As Professor Christopher Tuckett of Oxford University correctly notes: ‘appeals to the description of the suffering servant figure of Isaiah 53 are not relevant here: the figure of Isaiah 53 is not said to be a messianic figure’ (p146, Christology and The New Testament, Edinburgh University Press, 2001).

A final point should be made about Luke’s christology: Jesus is very much subordinate to God. God raises Jesus from the dead in Acts 2:32-3 (Jesus does not raise himself). God works miracles through Jesus in Acts 2:22. God makes Jesus both Lord and Christ in Acts 2:36. Luke makes a vital ontological distinction between Jesus and God in Acts 2:22: Jesus is supremely a man chosen by God to do God’s will (see also Acts 17: 31).
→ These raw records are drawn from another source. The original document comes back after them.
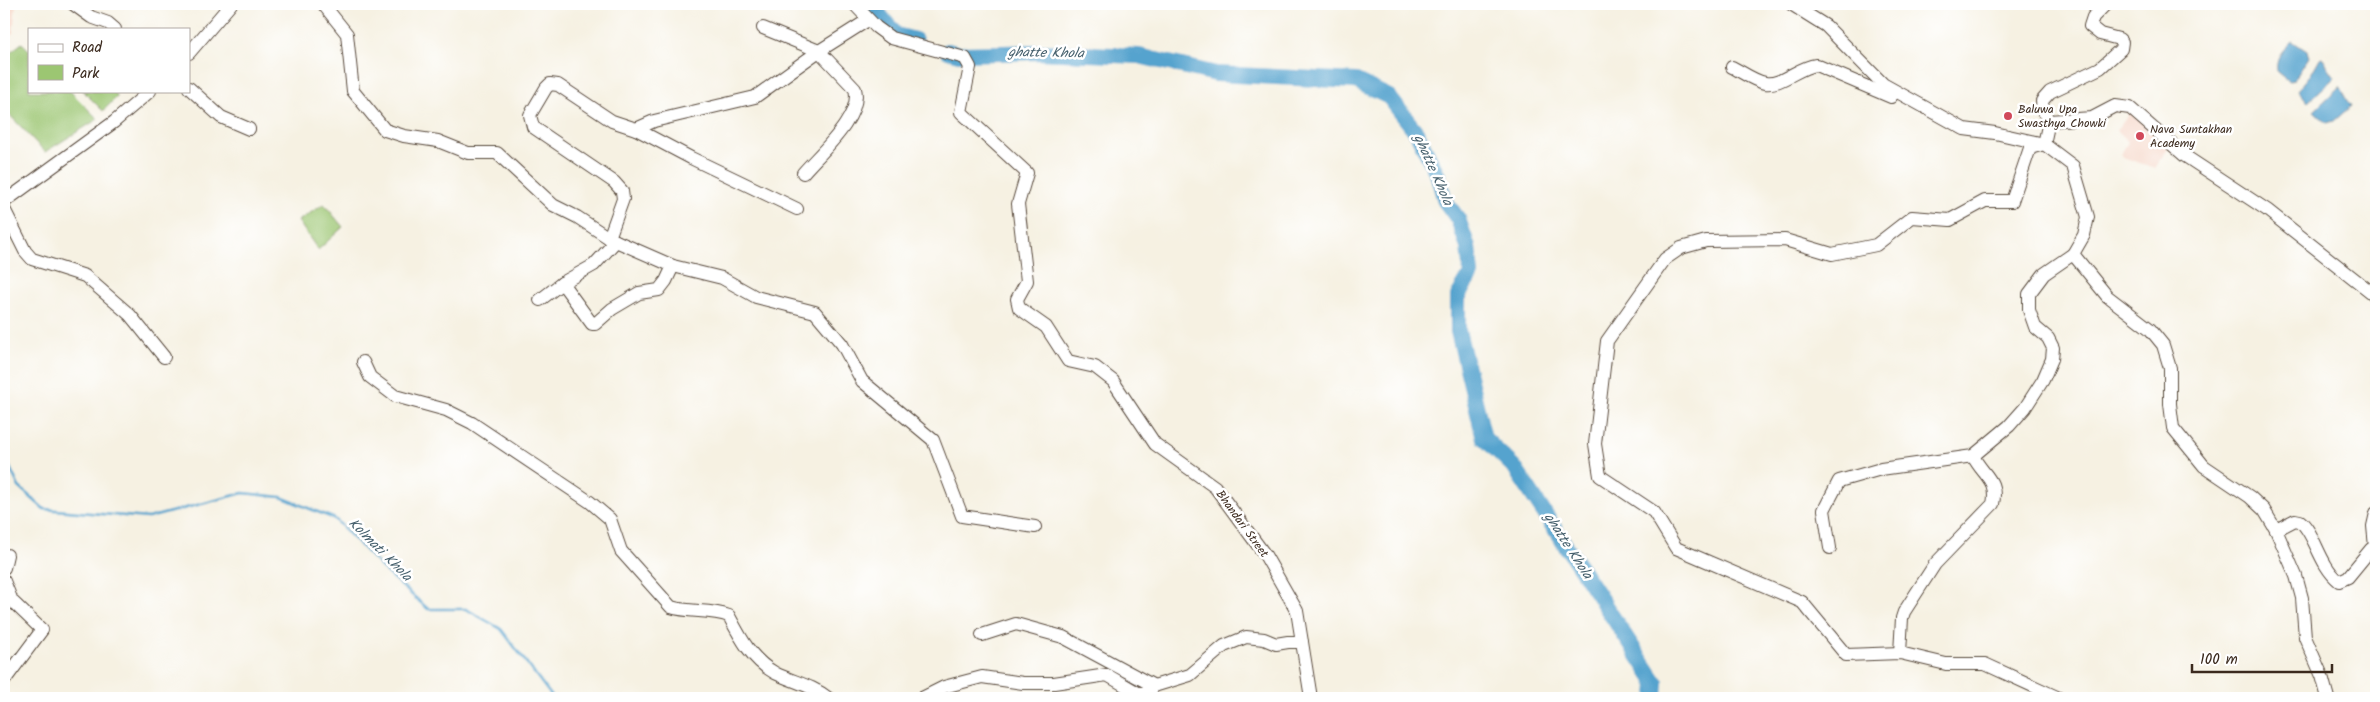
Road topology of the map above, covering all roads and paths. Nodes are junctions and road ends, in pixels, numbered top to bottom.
1 (73, 4) edge
2 (231, 4) edge
3 (323, 4) edge
4 (854, 4) edge
5 (1791, 4) edge
6 (2106, 4) edge
7 (868, 20) junction
8 (114, 28) edge
9 (763, 28) dead end
10 (819, 51) junction
11 (190, 53) edge
12 (1732, 67) dead end
13 (190, 89) edge
14 (149, 92) edge
15 (1927, 109) junction
16 (2049, 121) junction
17 (636, 128) junction
18 (249, 129) dead end
19 (2044, 144) junction
20 (803, 173) dead end
21 (4, 202) edge
22 (4, 208) edge
23 (797, 209) dead end
24 (612, 240) junction
25 (2073, 254) junction
26 (673, 266) junction
27 (562, 283) junction
28 (2376, 296) edge
29 (540, 300) dead end
30 (164, 357) dead end
31 (363, 362) dead end
32 (1973, 456) junction
33 (2376, 513) edge
34 (1035, 527) dead end
35 (2276, 530) junction
36 (2376, 547) edge
37 (1830, 548) dead end
38 (4, 555) edge
39 (4, 568) edge
40 (4, 581) edge
41 (982, 635) dead end
42 (1302, 642) junction
43 (1900, 653) junction
44 (4, 681) edge
45 (1154, 686) junction
46 (828, 698) edge
47 (922, 698) edge
48 (1311, 698) edge
49 (2059, 698) edge
50 (2328, 698) edge

1 - 8 street
2 - 11 street
3 - 24 street
4 - 7 street, Bhandari Street
5 - 15 street
6 - 16 street
7 - 10 street
7 - 42 street, Bhandari Street
9 - 10 street
10 - 17 street
10 - 20 street
12 - 15 street
13 - 18 street
14 - 21 street
15 - 19 street
16 - 19 street
16 - 28 street
17 - 23 street
17 - 24 street
19 - 25 street
19 - 43 street
22 - 30 street
24 - 26 street
24 - 27 street
25 - 32 street
25 - 35 street
26 - 27 street
26 - 34 street
27 - 29 street
31 - 46 street
32 - 37 street
32 - 43 street
33 - 36 street
35 - 36 street
35 - 50 street
38 - 39 street
40 - 44 street
41 - 45 street
42 - 45 street
42 - 48 street, Bhandari Street
43 - 49 street
45 - 47 street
This last observation accords with the Quranic description of Jesus as a mere man who rejected any claim to divinity, ‘The Messiah does by no means disdain that he should be a servant of God’ (Qur’an 4:172). The Quran continues, “Indeed, they have disbelieved who have said, “God is the Messiah (Jesus), son of Mary.” The Messiah said, “Children of Israel, worship God, my Lord and your Lord.” (Quran, 5:72)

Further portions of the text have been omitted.